Is that retrospective secrecy and ‘Removal Of Comments Undertakings’ stuff normal in these circumstances? I mean, I’ve heard of confidential settlement agreements but jeez, all this ‘remove comments, images, videos, logos … ‘… well, it makes me wonder.
What could possibly be the real aims of such complex clauses? To set an impossible hurdle, perhaps? To neutralise any whistle-blowing?
What do you think? Let me know. – P
PS If anyone wants a copy of the full documents I have, drop me a line with your reasons and I’ll email you a set.
On the futility of trying to keep digital documents ‘secret’ I recall quoting…
http://www.thepaepae.com/smallest-surprise-in-the-world/12304/comment-page-1/#comment-3375
Hi Peter, thanks for the post. I have been looking for this information for weeks. The only reason for those clauses is that the creator of the document wants to “force” the clients to shut up but not paying them back.
From what I understand, the clients would have to sign on this agreement before they can get their money back. And I wonder, if they signed this, will they really get their money back? I doubt so… and this is currently what’s happening to Indonesian as far as I know. That’s why we are still monitoring the refund progress very closely even through Shaun has announced that he will refund to all of us openly.
How can the Internet be scrubbed clean of all comments against Con Stenning? This is ridiculous! It looks like he is gaming the the settlement, such that we sign his lop-sided agreement and he gets away with not giving us the refund.
Also, I believe that when he says 100% refund, he means 100% of his portion, which is 50% really, as the other half belongs to TDW or Success Resources, his partners. I also believe that he pays out his share in several installments, over several months. I have been down this road before, and no amount of reminders were enough for him to cough up my money.
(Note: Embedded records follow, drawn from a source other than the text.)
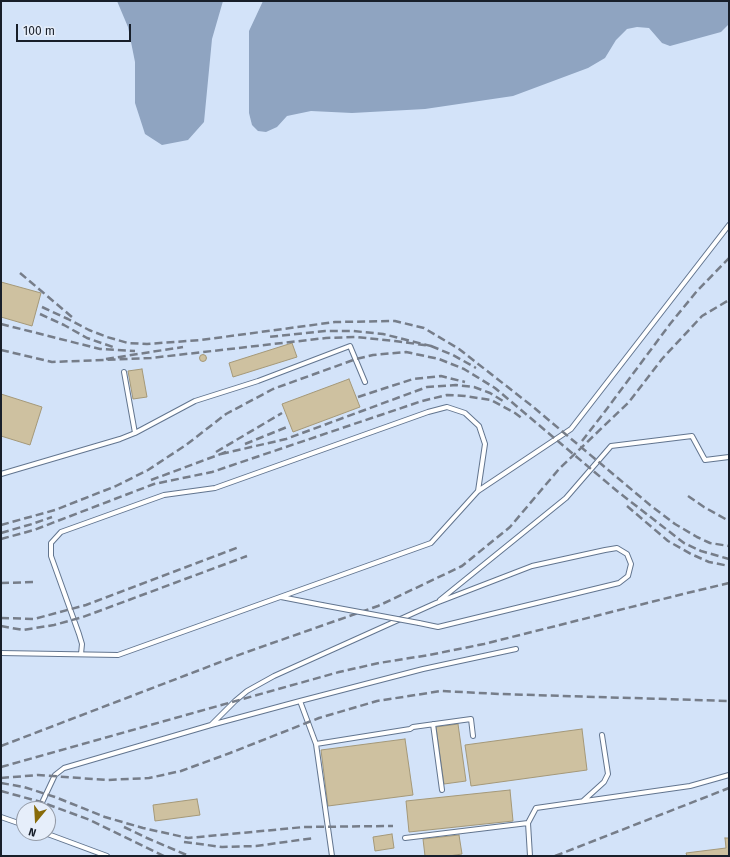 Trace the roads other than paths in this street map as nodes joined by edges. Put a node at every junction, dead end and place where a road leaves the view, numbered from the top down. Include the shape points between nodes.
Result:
1 (729, 225) edge
2 (124, 372) dead end
3 (365, 382) dead end
4 (135, 433) junction
5 (729, 457) edge
6 (1, 474) edge
7 (478, 491) junction
8 (281, 597) junction
9 (436, 603) junction
10 (516, 649) dead end
11 (1, 652) edge
12 (81, 654) junction
13 (300, 701) junction
14 (211, 724) junction
15 (433, 724) junction
16 (602, 735) dead end
17 (473, 736) dead end
18 (316, 744) junction
19 (729, 775) edge
20 (442, 790) dead end
21 (43, 801) edge
22 (583, 801) junction
23 (1, 817) edge
24 (16, 822) edge
25 (528, 823) junction
26 (56, 837) edge
27 (405, 838) dead end
28 (108, 856) edge
29 (332, 856) edge
30 (530, 856) edge

1 - 7 lane via 571,429
2 - 4 lane
3 - 4 lane via 350,346 258,381 195,401
4 - 6 lane
5 - 9 lane via 705,460 692,436 610,446 566,498
7 - 8 lane via 431,543
7 - 12 lane via 485,444 479,426 465,413 446,407 215,488 164,495 61,532 51,543 51,556 79,634
8 - 9 lane, bridge via 438,627 619,583 628,576 631,564 626,554 617,548 605,550 532,566
8 - 12 lane via 118,655
9 - 14 lane via 274,676 247,691
10 - 13 lane via 423,669
11 - 12 lane
13 - 14 lane
13 - 18 lane
14 - 21 lane via 64,768 55,775
15 - 17 lane via 471,719
15 - 18 lane
15 - 20 lane
16 - 22 lane via 608,774 604,782
18 - 29 lane
19 - 22 lane via 690,786
22 - 25 lane via 536,808
23 - 24 lane
25 - 27 lane
25 - 30 lane
26 - 28 lane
Frankly, all this, to me, looks like another scam in the making, what with the recent mock decamping of country managers and confidantes. Again, I have seen this type of performance before. If anything, Con Stenning is a showman. This is what he does best. Smoke and mirrors, friends. This is all a big show. Enjoy!
Yes it seems unlikely to realistically work… which does cause me to wonder if the ‘condition’ is to be taken at face value.
See http://www.thepaepae.com/another-voice-on-shaun-stenning-refunds/13719/
[…] this is the very sort of ‘comment’ that Clause 6 of the refund agreement seeks to expunge from the […]
Whenever there is this sort of fine print, their intention to make money first, keep the money 2nd and deliver little 3rd.
I agree that the language rings alarm bells.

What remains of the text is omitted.